Compute jackknife pseudo-observations of the cause-specific cumulative incidence for competing risks

Description

Compute jackknife pseudo-observations of the cause-specific cumulative incidence for competing risks

Usage

jackknife.competing.risks2(object, times, cause, mr)

Arguments

object

A survfit object, with competing events

times

Times at which the cumulative incidence is computed, must be length 1

cause

Value indicating for which cause the cumulative incidence is to be computed, it must match one of the values available in object (see example)

mr

Model response, the result of a call to Surv, or a matrix with two columns: "time" (observed follow up time) and "status" (0 = censored, 1, ..., k = event types)

Value

A vector of jackknifed pseudo-observations of the cause-specific cumulative incidence at time times

Examples

sfit.cuminc <- survival::survfit(survival::Surv(etime, event) ~ 1, data = mgus2)
mrs <- with(mgus2, Surv(etime, event))
pseudo.obs <- jackknife.competing.risks2(sfit.cuminc, times = 200, cause = "pcm", mrs)
mean(pseudo.obs)
# agrees with
summary(sfit.cuminc, times = 200)

Compute jackknife pseudo-observations of the survival function

Description

Compute jackknife pseudo-observations of the survival function

Usage

jackknife.survival2(object, times, mr)

Arguments

object

A survfit object, with a single event (no competing risks)

times

Times at which the survival is computed, must be length 1

mr

Model response, the result of a call to Surv, or a matrix with two columns: "time" (observed follow up time) and "status" (0 = censored, 1 = event)

Value

A vector of jackknifed estimates of survival at time times

Examples

sfit.surv <- survival::survfit(survival::Surv(time, status) ~ 1, data = colon)
mrs <- with(colon, Surv(time, status))
pseudo.obs <- jackknife.survival2(sfit.surv, times = 1000, mrs)
mean(pseudo.obs)
# agrees with
summary(sfit.surv, times = 1000)

Compute jackknife pseudo-observations of the cause-specific cumulative incidence for competing risks

Description

This version computes them for all times up to times, for the restricted mean lifetime lost

Usage

leaveOneOut.competing.risks(object, times, cause, mr)

Arguments

object

A survfit object, with competing events

times

Times at which the cumulative incidence is computed, must be length 1

cause

Value indicating for which cause the cumulative incidence is to be computed, it must match one of the values available in object (see example)

mr

Model response, the result of a call to Surv, or a matrix with two columns: "time" (observed follow up time) and "status" (0 = censored, 1, ..., k = event types)

Value

A vector of jackknifed values of the cause-specific cumulative incidence at time times

Examples

sfit.cuminc <- survival::survfit(survival::Surv(etime, event) ~ 1, data = mgus2)
mrs <- with(mgus2, Surv(etime, event))
jackvals <- leaveOneOut.competing.risks(sfit.cuminc, times = 200, cause = "pcm", mrs)
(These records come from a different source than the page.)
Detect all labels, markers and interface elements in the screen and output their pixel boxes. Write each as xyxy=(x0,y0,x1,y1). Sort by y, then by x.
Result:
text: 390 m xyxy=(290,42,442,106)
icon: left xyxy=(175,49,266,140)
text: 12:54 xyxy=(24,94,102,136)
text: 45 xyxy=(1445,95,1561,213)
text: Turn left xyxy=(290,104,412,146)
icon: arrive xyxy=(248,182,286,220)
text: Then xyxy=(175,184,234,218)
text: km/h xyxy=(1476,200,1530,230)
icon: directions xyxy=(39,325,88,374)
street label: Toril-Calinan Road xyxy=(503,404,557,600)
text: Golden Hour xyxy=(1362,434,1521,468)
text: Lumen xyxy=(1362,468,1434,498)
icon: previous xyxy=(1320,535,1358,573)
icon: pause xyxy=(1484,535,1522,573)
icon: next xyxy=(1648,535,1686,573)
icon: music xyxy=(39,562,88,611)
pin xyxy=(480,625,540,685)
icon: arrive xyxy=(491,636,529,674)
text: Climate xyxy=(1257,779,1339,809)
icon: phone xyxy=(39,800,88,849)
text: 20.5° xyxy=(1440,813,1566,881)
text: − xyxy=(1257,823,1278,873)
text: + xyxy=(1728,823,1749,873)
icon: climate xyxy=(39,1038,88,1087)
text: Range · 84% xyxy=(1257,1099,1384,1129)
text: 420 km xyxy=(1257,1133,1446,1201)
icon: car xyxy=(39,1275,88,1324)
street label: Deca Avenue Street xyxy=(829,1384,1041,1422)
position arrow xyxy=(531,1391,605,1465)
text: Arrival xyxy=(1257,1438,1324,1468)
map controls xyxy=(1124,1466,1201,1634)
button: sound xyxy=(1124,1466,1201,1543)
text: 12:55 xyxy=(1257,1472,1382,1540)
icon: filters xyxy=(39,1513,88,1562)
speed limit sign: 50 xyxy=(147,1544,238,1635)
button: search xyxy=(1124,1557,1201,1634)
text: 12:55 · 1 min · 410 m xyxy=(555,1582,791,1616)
Compute jackknife pseudo-observations of the cause-specific cumulative incidence for competing risks

Description

Compute jackknife pseudo-observations of the cause-specific cumulative incidence for competing risks

Usage

leaveOneOut.competing.risks2(object, times, cause, mr)

Arguments

object

A survfit object, with competing events

times

Times at which the cumulative incidence is computed, must be length 1

cause

Value indicating for which cause the cumulative incidence is to be computed, it must match one of the values available in object (see example)

mr

Model response, the result of a call to Surv, or a matrix with two columns: "time" (observed follow up time) and "status" (0 = censored, 1, ..., k = event types)

Value

A vector of jackknifed values of the cause-specific cumulative incidence at time times

Examples

sfit.cuminc <- survival::survfit(survival::Surv(etime, event) ~ 1, data = mgus2)
mrs <- with(mgus2, Surv(etime, event))
jackvals <- leaveOneOut.competing.risks2(sfit.cuminc, times = 200, cause = "pcm", mrs)

Compute leave one out jackknife contributions of the survival function

Description

For each subject, the survival function is recomputed leaving that subject out. This one does the calculation for all observed times, for calculation of the restricted mean

Usage

leaveOneOut.survival(object, times, mr)

Arguments

object

A survfit object, with a single event (no competing risks)

times

Compute values at observed times up to and including this time

mr

Model response, the result of a call to Surv, or a matrix with two columns: "time" (observed follow up time) and "status" (0 = censored, 1 = event)

Value

A vector of jackknifed values of survival at time times

Examples

sfit.surv <- survival::survfit(survival::Surv(time, status) ~ 1, data = colon)
mrs <- with(colon, Surv(time, status))
jackvals <- leaveOneOut.survival(sfit.surv, 1000, mrs)

Compute leave one out jackknife contributions of the survival function

Description

For each subject, the survival function is recomputed leaving that subject out. This is the workhorse for jackknife.survival2 and will generally not be called by the user.

Usage

leaveOneOut.survival2(object, times, mr)

Arguments

object

A survfit object, with a single event (no competing risks)

times

Times at which the survival is computed, must be length 1

mr

Model response, the result of a call to Surv, or a matrix with two columns: "time" (observed follow up time) and "status" (0 = censored, 1 = event)

Value

A vector of jackknifed values of survival at time times

Examples

sfit.surv <- survival::survfit(survival::Surv(time, status) ~ 1, data = colon)
mrs <- with(colon, Surv(time, status))
jackvals <- leaveOneOut.survival2(sfit.surv, times = 1000, mrs)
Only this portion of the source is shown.